**EXERCISE:**
How many lines in these records hold the string "links"? State only that number.
◆ ◆ ◆
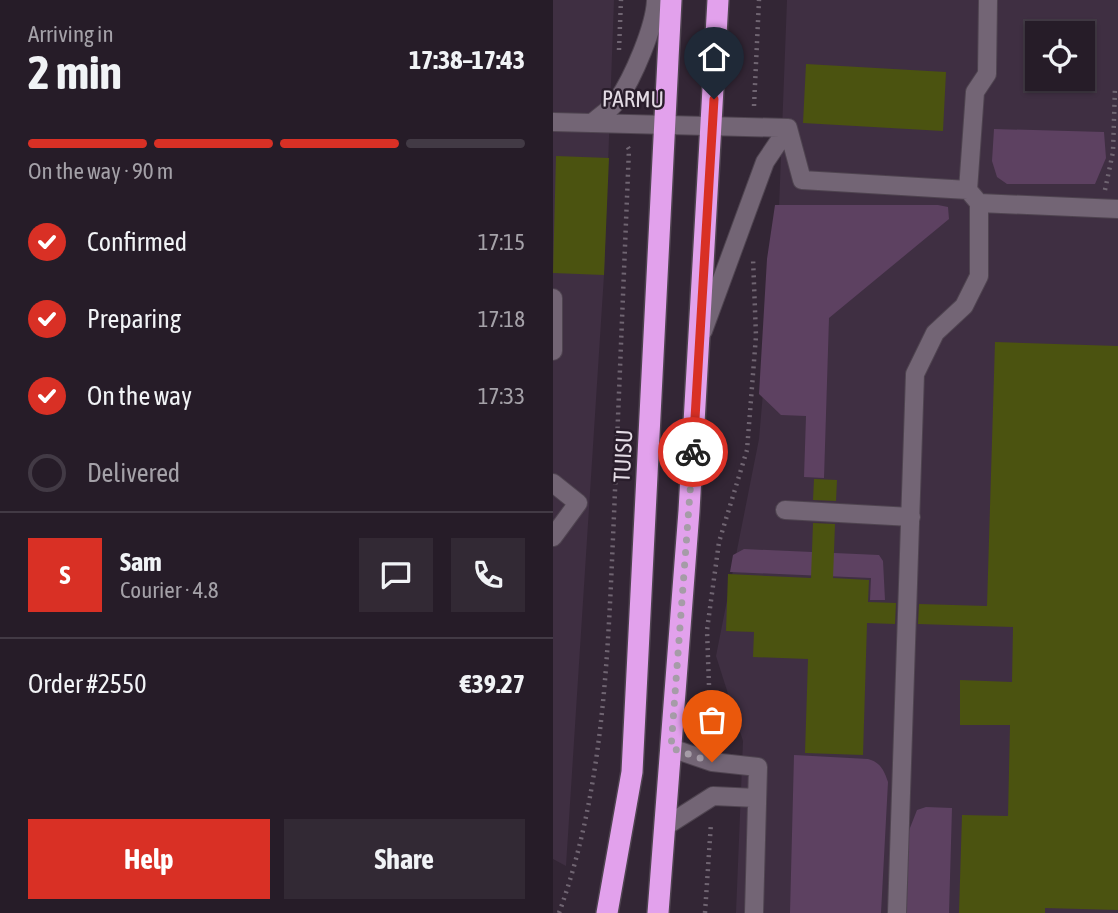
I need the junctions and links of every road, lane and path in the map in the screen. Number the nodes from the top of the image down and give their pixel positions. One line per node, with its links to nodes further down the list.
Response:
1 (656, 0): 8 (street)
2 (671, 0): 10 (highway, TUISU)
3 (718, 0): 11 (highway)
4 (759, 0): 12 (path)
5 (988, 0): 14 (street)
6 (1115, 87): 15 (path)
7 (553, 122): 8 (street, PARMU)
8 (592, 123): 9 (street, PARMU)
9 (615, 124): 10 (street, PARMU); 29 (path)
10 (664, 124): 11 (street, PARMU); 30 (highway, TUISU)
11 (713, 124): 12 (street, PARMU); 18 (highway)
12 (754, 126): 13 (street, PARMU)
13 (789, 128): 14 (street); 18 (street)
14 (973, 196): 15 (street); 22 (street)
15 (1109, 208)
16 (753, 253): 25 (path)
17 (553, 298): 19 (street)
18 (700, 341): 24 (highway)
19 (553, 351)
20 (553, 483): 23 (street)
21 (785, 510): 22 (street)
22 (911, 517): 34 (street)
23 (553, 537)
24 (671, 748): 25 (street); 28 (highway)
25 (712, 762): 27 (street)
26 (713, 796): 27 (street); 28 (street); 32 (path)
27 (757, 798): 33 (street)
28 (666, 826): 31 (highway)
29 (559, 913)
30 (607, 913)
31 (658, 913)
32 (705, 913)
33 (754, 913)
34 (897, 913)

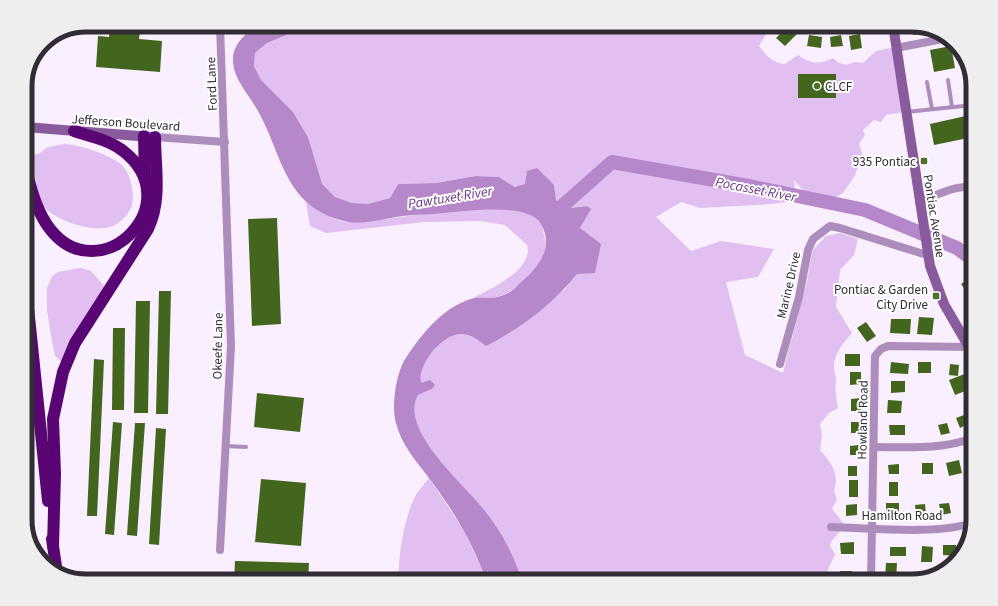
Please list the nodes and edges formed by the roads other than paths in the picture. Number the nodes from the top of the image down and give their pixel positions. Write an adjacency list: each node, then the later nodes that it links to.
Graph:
◆ ◆ ◆
**TASK RESPONSE:**
2